According to the Alzheimer’s Association , nearly two-thirds of Americans living with Alzheimer’s are women. New Georgia State research , published in the journal Brain Communications, adds to growing evidence that Alzheimer’s may progress differently in men and women — and that those differences could matter in clinical care. It also suggests doctors may need to interpret common tests differently for each sex.
The issue may involve standard screening tools like the 30-point Mini-Mental State Examination, or MMSE. Mild cognitive impairment (MCI) is an intermediate stage between normal aging and Alzheimer’s disease — and this research suggests that, for women, a good MMSE score during that stage may not fully reflect underlying brain changes.
“A woman who scores well on the MMSE in the MCI stage may still be showing underlying brain changes that are not fully captured by that score alone,” said Mukesh Dhamala , the study’s senior author and a professor of physics and neuroscience at Georgia State University. “Screening tools may need sex-calibrated interpretation.”
Dhamala noted that men and women are given the same test, with no adjustments for sex — a design limitation his research suggests may mask differences in how far the disease has progressed in the brain.
To understand why, the research team analyzed brain scans from 332 people at different stages of the disease. They found that Alzheimer’s affects men’s and women’s brains differently.
In men, the brain showed more shrinkage earlier in the disease’s progression, from normal cognitive health to MCI. In women, the brain showed steeper and more widespread decline from MCI to Alzheimer’s disease.
The findings suggest the brain may be compensating in women in ways that help maintain cognitive performance earlier in the disease. Their cognitive scores were tied to a broader range of brain regions than men’s, suggesting the brain may be recruiting additional areas to support performance.
That may help explain why structural brain changes and cognitive scores may not align in the same way for women and men.
The study was led by Chandrama Mukherjee, a doctoral student in Georgia State’s Department of Physics and Astronomy , under Dhamala’s guidance. The work lays a foundation for the next phase of research, including tracking patients over time and examining how hormones and genetics influence these differences.
“If this line of research succeeds, the larger impact would be a move away from a one-size-fits-all framework for Alzheimer’s disease,” Dhamala said. “Diagnosis could become more sex-informed, biomarkers could be interpreted differently in men and women, and treatment trials could be designed with the understanding that disease timing and brain vulnerability may not be the same across sexes.”
Dhamala is clear that the findings are not yet a personal prescription.
Staying mentally and physically active, managing vascular health and discussing family history or genetic risk with a doctor remain among the best evidence-based steps. But he believes the research should help shape an important conversation many women are having with their doctors right now.

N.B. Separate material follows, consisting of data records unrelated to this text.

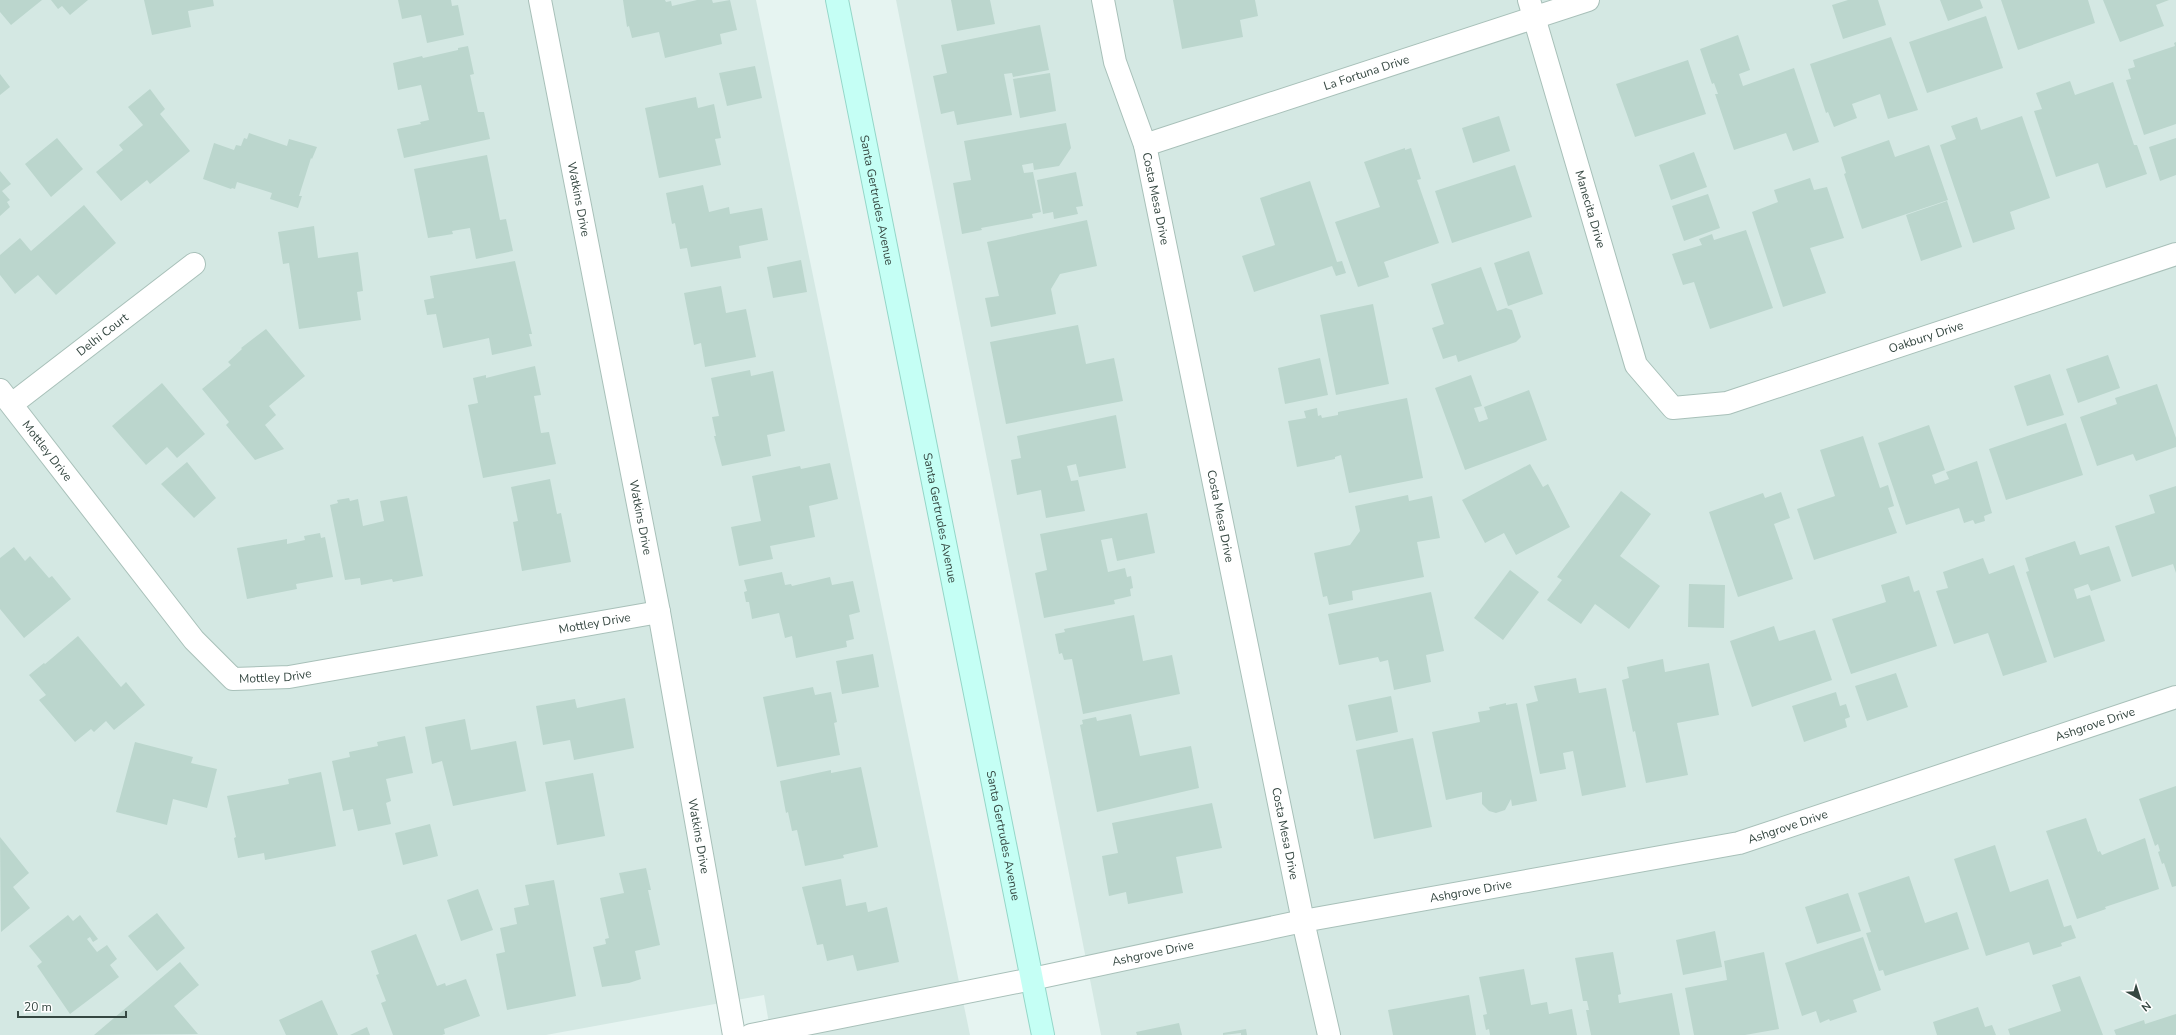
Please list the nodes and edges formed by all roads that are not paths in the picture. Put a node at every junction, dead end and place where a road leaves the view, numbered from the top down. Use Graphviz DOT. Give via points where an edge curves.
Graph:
graph roads {
  1 [pos="540,0"];
  2 [pos="837,0"];
  3 [pos="1103,0"];
  4 [pos="1588,0"];
  5 [pos="1532,9"];
  6 [pos="1145,145"];
  7 [pos="2176,254"];
  8 [pos="194,264"];
  9 [pos="6,397"];
  10 [pos="1673,408"];
  11 [pos="658,612"];
  12 [pos="2176,697"];
  13 [pos="1303,921"];
  14 [pos="1032,979"];
  15 [pos="734,1035"];
  16 [pos="751,1035"];
  17 [pos="1043,1035"];
  18 [pos="1330,1035"];
  1 -- 11 [label="street, Watkins Drive"];
  2 -- 14 [label="main road, Santa Gertrudes Avenue"];
  3 -- 6 [label="street, Costa Mesa Drive" via="1115,62"];
  4 -- 5 [label="street, La Fortuna Drive"];
  5 -- 6 [label="street, La Fortuna Drive"];
  5 -- 10 [label="street, Manecita Drive" via="1636,365"];
  6 -- 13 [label="street, Costa Mesa Drive"];
  7 -- 10 [label="street, Oakbury Drive" via="1727,403"];
  8 -- 9 [label="street, Delhi Court"];
  9 -- 11 [label="street, Mottley Drive" via="194,640 233,679 289,677"];
  11 -- 15 [label="street, Watkins Drive"];
  12 -- 13 [label="street, Ashgrove Drive" via="1740,843"];
  13 -- 14 [label="street, Ashgrove Drive"];
  13 -- 18 [label="street, Costa Mesa Drive"];
  14 -- 16 [label="street, Ashgrove Drive"];
  14 -- 17 [label="main road, Santa Gertrudes Avenue"];
}
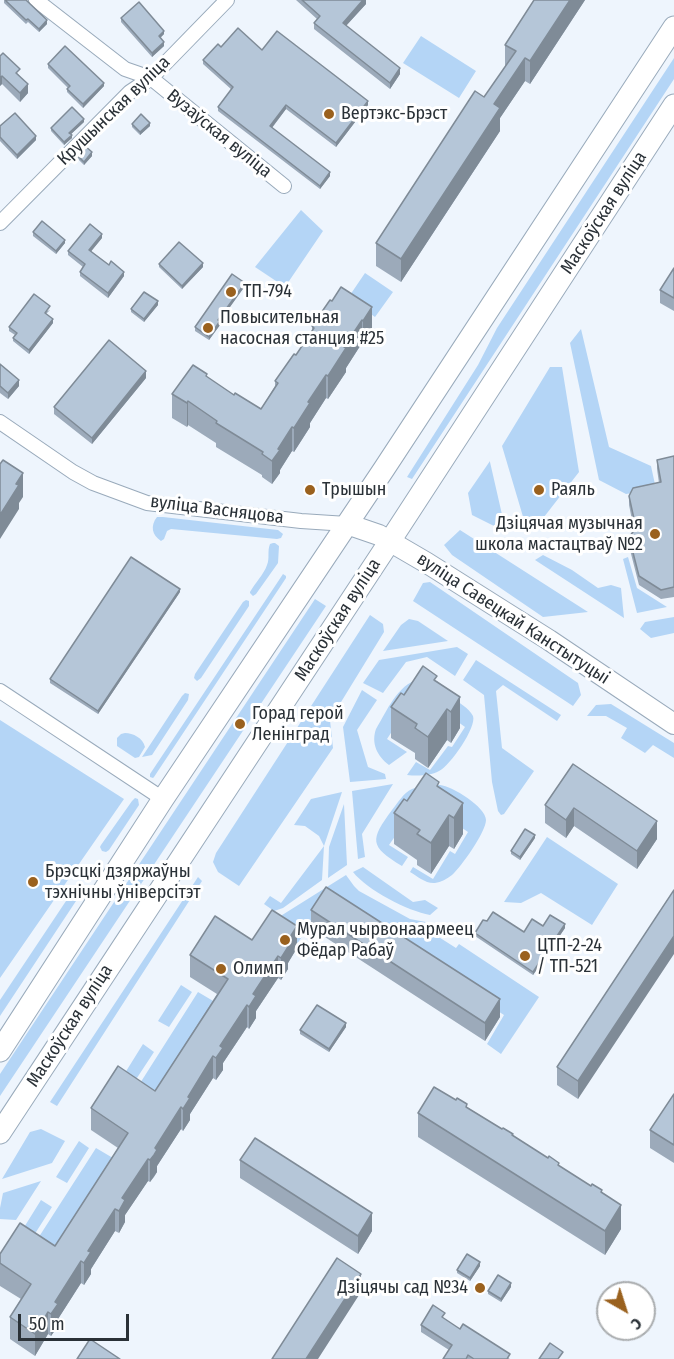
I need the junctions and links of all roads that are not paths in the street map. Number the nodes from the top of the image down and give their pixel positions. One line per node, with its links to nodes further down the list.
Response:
1 (36, 0): 4 (street, Вузаўская вуліца)
2 (227, 0): 4 (street, Крушынская вуліца)
3 (674, 27): 9 (main road)
4 (151, 78): 6 (street, Вузаўская вуліца); 7 (street, Крушынская вуліца)
5 (674, 105): 10 (main road, Маскоўская вуліца)
6 (284, 186)
7 (0, 222)
8 (0, 422): 9 (street, вуліца Васняцова)
9 (347, 524): 10 (main road, вуліца Савецкай Канстытуцыі); 13 (main road)
10 (390, 541): 12 (main road, вуліца Савецкай Канстытуцыі); 15 (main road, Маскоўская вуліца)
11 (0, 691): 13 (street)
12 (674, 724)
13 (164, 799): 14 (main road)
14 (0, 1051)
15 (0, 1133)

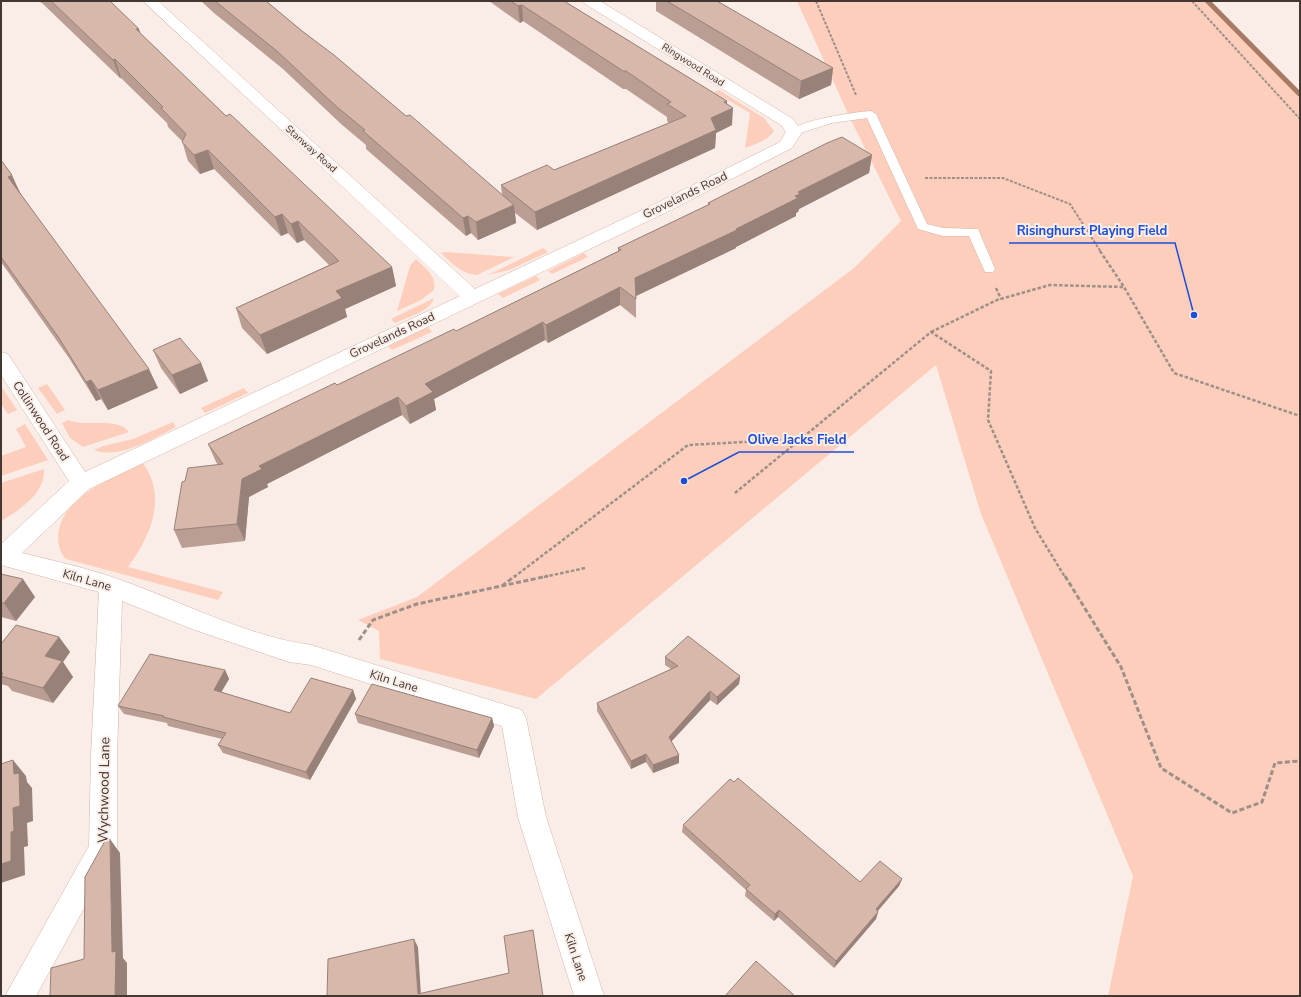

“The long-term hope is that findings like ours will lead to sex-specific screening windows and earlier, more precise interventions,” he said.
For women, Dhamala believes that window may eventually open earlier than is currently recognized.
“In women, this may eventually help identify more targeted windows for intervention, including midlife and postmenopausal stages when neuroprotective hormonal changes may be especially relevant,” he said.